Le message biblique n'est pas lié à une langue sacrée, il n'est pas enfermé dans une culture... Il peut et doit être traduit. La Bible elle-même est rédigée en deux langues. Et très vite, dès les premiers siècles de l'ère chrétienne, on s'est mis à la traduire dans diverses langues. Plus tard, l'un des premiers soucis de la Réforme a été de traduire la Bible dans la langue du peuple, que ce soit en allemand, en français, en romanche même... Actuellement, la Bible est le livre le plus traduit au monde; aux dernières nouvelles, quelque 2092 langues possèdent au moins une partie de la Bible. Ces croyants de tous les âges, qui ont traduit la Bible, ne sont pas des téméraires; ils ne sont pas allés au-delà de la volonté de Dieu. Ils ont agi dans la ligne de Pentecôte.
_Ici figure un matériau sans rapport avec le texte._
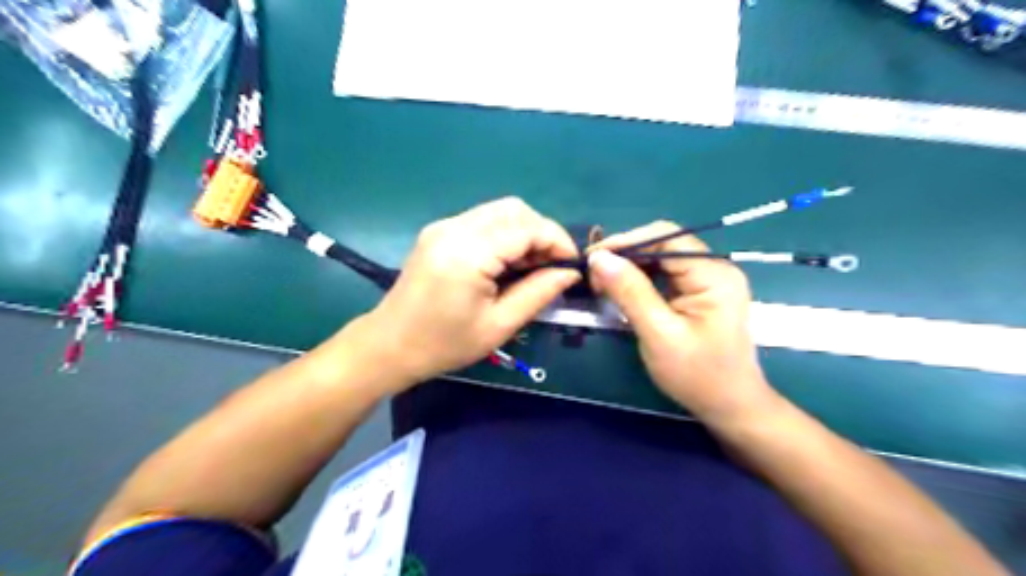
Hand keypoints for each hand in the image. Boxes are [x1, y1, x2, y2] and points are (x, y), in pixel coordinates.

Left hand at [355, 197, 580, 389]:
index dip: (557, 242)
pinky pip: (483, 220)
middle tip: (550, 267)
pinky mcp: (439, 231)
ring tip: (530, 266)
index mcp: (468, 253)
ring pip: (500, 211)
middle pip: (515, 209)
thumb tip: (570, 273)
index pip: (527, 227)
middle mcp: (454, 228)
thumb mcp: (499, 325)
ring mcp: (443, 225)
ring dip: (524, 232)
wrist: (390, 345)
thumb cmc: (445, 344)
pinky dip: (505, 234)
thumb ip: (539, 293)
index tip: (572, 266)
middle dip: (542, 233)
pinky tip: (506, 262)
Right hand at [590, 220, 774, 421]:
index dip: (626, 242)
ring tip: (602, 282)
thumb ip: (630, 292)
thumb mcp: (659, 334)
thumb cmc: (698, 375)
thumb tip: (599, 258)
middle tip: (593, 275)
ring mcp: (708, 280)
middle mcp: (714, 268)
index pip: (666, 238)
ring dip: (630, 267)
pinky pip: (664, 274)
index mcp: (714, 274)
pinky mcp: (699, 293)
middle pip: (663, 245)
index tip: (592, 258)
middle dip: (626, 255)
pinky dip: (640, 279)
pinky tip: (622, 290)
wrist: (729, 406)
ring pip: (661, 258)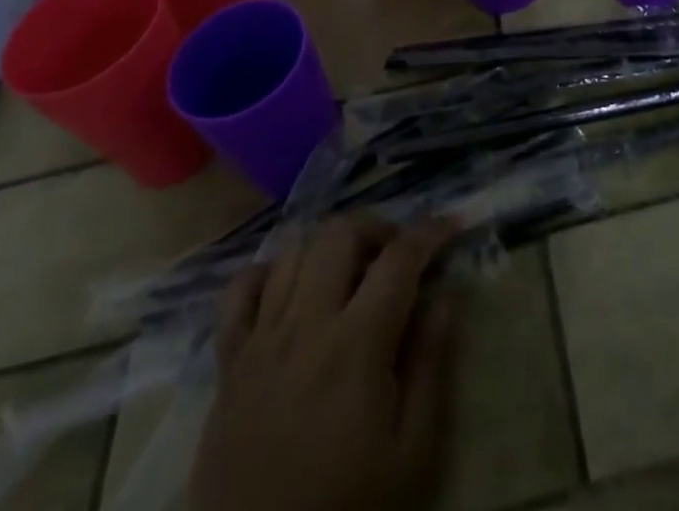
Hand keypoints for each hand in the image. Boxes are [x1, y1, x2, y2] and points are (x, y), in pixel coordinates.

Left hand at [191, 216, 458, 510]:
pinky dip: (268, 274)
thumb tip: (443, 297)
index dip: (430, 231)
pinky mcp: (227, 363)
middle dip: (377, 228)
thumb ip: (430, 366)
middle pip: (339, 234)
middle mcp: (305, 325)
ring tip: (350, 272)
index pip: (399, 259)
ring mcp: (260, 340)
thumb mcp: (411, 455)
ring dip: (328, 247)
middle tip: (396, 255)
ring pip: (293, 251)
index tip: (451, 224)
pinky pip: (239, 291)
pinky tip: (290, 290)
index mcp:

On ne saurait avoir le Saint-Esprit sans la Bible; on ne saurait pas davantage avoir la Bible sans le Saint-Esprit. On l'a souvent oublié parmi les croyants; c'est ainsi qu'on a eu et qu'on a des spiritualistes, des frères du libre esprit, qui se sont cru tout permis en se réclamant d'un esprit impersonnel, détaché de la révélation biblique; et à l'inverse, on a eu aussi bien des croyants qui ont traité ou traitent encore la Bible un peu comme on ferait l'autopsie d'un cadavre. Il n'est pas facile de garder un bon équilibre entre la Bible et le Saint-Esprit.
En particulier, cela veut dire que toute nouvelle idée, tout nouveau mouvement doivent être mesurés à cette norme de la Bible. Dieu ne peut se contredire. A ne pas perdre de vue aujourd'hui, tant les chrétiens, par une largeur d'esprit excessive, se montrent perméables à toutes sortes d'idées! On met l'accent sur l'expérience, on la considère volontiers comme normative..."ça marche, ça ne doit donc pas être faux..." Et la Bible n'a qu'à suivre le mouvement, même s'il faut l'interpréter tendancieusement pour justifier des tentatives hasardeuses, de nouvelles morales, des expériences spirituelles inédites, des emprunts à diverses spiritualités, sans oublier thérapies alternatives et médecines "douces".
Non, l'Esprit n'est pas la porte ouverte au subjectivisme. Plusieurs de nos contemporains, hélas, sont tout aussi imprudents, dans leur soif de liberté - ou de ce qu'ils appellent ainsi - qu'une célèbre chèvre qui persistait à croire que l'herbe était meilleure... ailleurs! C'est d'autant plus facile pour nous d'aller ailleurs que Dieu ne nous attache pas à un piquet comme ce bon Monsieur Seguin! C'est seulement par son amour que Dieu, le Dieu de Jésus-Christ, nous attire à Lui.
Le Dieu de l'Evangile n'est pas un Dieu qui prend, un Dieu qui force et contraint, un Dieu qui nous priverait de choses bonnes et légitimes; le Dieu de Jésus-Christ est un Dieu qui donne et qui offre. Nous voici en plein à Pentecôte, qui est justement don de Dieu. Dieu prend ce risque de donner son Esprit, de le faire habiter en tous ceux qui s'ouvrent à son appel. C'est une présence, c'est un message d'amour et de vie. C'est tellement important en effet de bien savoir ce que Dieu a fait et ce qu'il veut pour nous: on se fait souvent tellement d'idées à ce sujet. D'où l'importance d'une écoute attentive de la Parole de Dieu, d'une écoute renouvelée et vivifiée par le Saint-Esprit. Nous avons besoin d'être sûrs de l'amour de Dieu pour nous, afin d'en vivre plus pleinement, afin de trouver un sens à notre vie.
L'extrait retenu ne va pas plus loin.